You have to remember, this was back when we all lived with a constant barrage of text messages and emails designed to get us the information we needed to get something like this done. These criminals neither used forced intrusion nor any kind of sophisticated technology to gain access to my accounts. Instead, they had relied on publicly available information and a fake credit card number to worm their way into my Amazon account, where they looked up the last four digits of my actual credit card number. Then he used that information to get into Apple. And because that account was linked to my Gmail, and that to my Twitter, it gave them the keys to everything.

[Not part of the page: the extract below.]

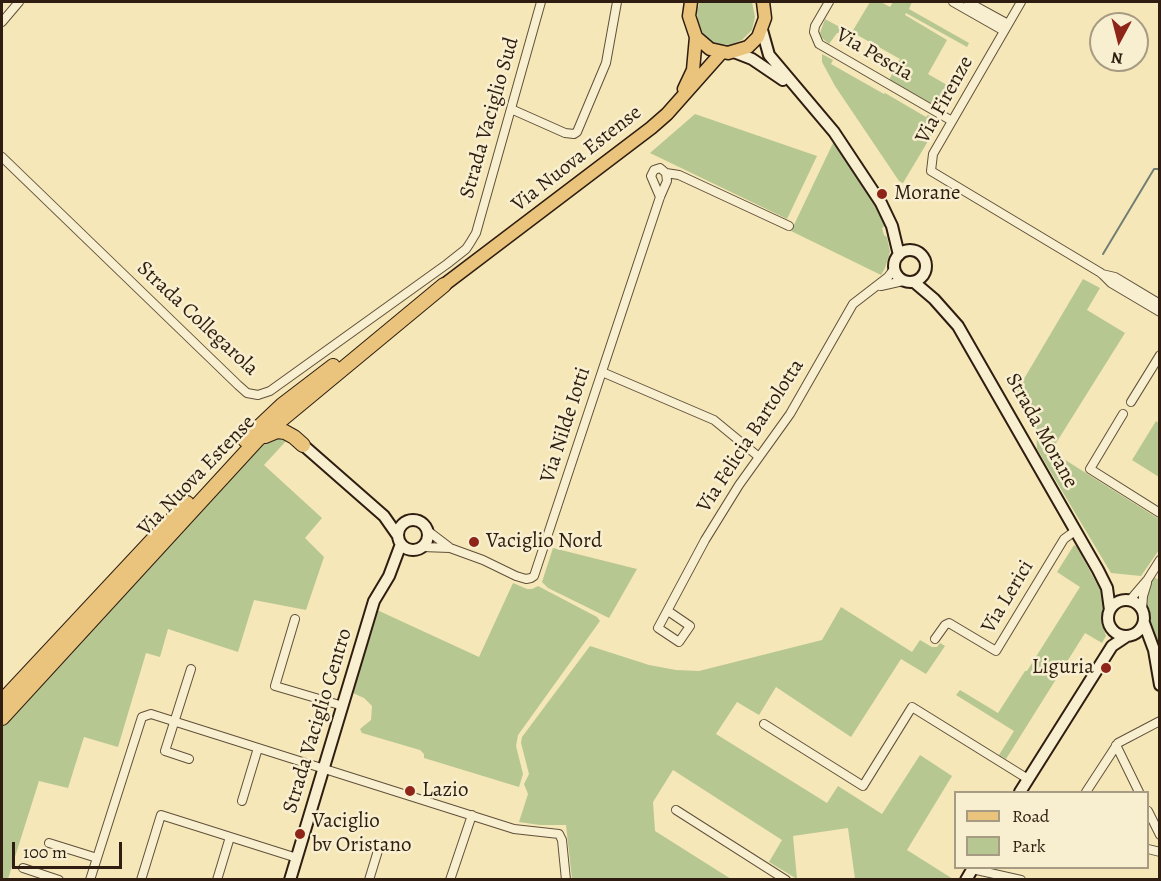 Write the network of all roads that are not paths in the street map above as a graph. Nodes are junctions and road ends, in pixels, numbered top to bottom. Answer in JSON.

But what really bothered me was what I learned as I followed my hack over the coming weeks and months: This kind of thing, though still new, was becoming common. Some version of what happened to me happened to many other people too. The kids who were responsible – they were a few kids – were not criminal masterminds. They had simply found a gap, a place where a technology was now common but its risks and exploitable surface areas were not yet fully understood. It so happened that all my stuff was left lying in the empty place. Today that difference might include a crypto wallet or a deepfake of a loved one’s voice. (Or both.)
Crime change.
The goals remain the same – the pursuit of value, the pursuit of power – but new technologies create new vulnerabilities, new strategies, and new ways for criminals to evade detection or capture. And the law definitely lags behind. It is deliberately backward-looking and slow, relying not on innovation but on precedent. That deep consideration was about how we protected our common democratic society, how we protected each other from each other.
But the same new technologies that have allowed crime to overtake the law have also reinvented law enforcement and government – ​​introducing new ways to root out crime, collect evidence, monitor people. Consider, for example, how cold-case investigators used DNA samples and genealogy databases to track down the Golden State Killer years after his murder – ushering in a new era of DNA-driven investigations.

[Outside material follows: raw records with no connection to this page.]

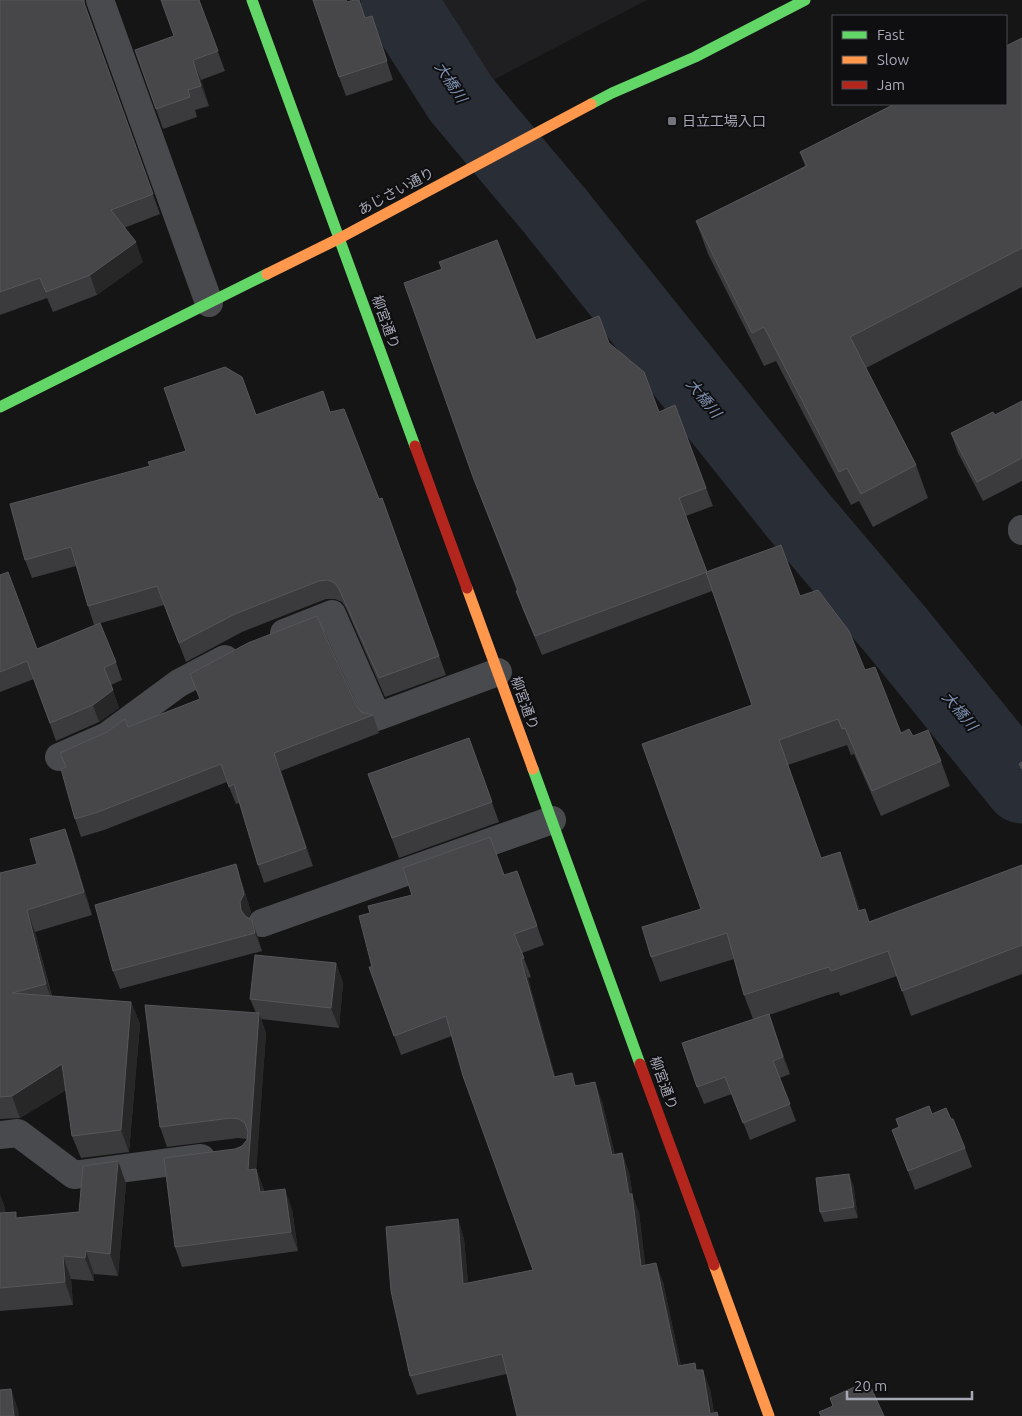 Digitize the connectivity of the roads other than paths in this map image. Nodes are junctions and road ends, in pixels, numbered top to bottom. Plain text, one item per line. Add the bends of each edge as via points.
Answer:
1 (100, 0) edge
2 (252, 0) edge
3 (805, 0) edge
4 (340, 238) junction
5 (209, 303) junction
6 (0, 407) edge
7 (498, 672) junction
8 (59, 757) edge
9 (552, 820) junction
10 (262, 922) dead end
11 (0, 1135) edge
12 (230, 1154) edge
13 (769, 1416) edge

1 - 5 street
2 - 4 street, 柳宮通り
3 - 4 street, あじさい通り via 695,57 612,93
4 - 5 street, あじさい通り
4 - 7 street, 柳宮通り
5 - 6 street, あじさい通り
7 - 8 street via 378,717 332,614 256,644 179,683 107,736
7 - 9 street, 柳宮通り
9 - 10 street
9 - 13 street, 柳宮通り
11 - 12 street via 18,1133 74,1175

Technology has long made crime and its prosecution a game of cat and mouse. This sometimes raises questions about the nature of the crime itself. Unregulated behavior, facilitated by technology, may exist in gray areas of questionable legality. (Until TikTok announced its new ownership structure, both Apple and Google were technically breaking the law by allowing the app to remain on their platforms under provisions of the law. Protecting Americans from Foreign Enemies Controlled Applications Act. Aah! Well. still.)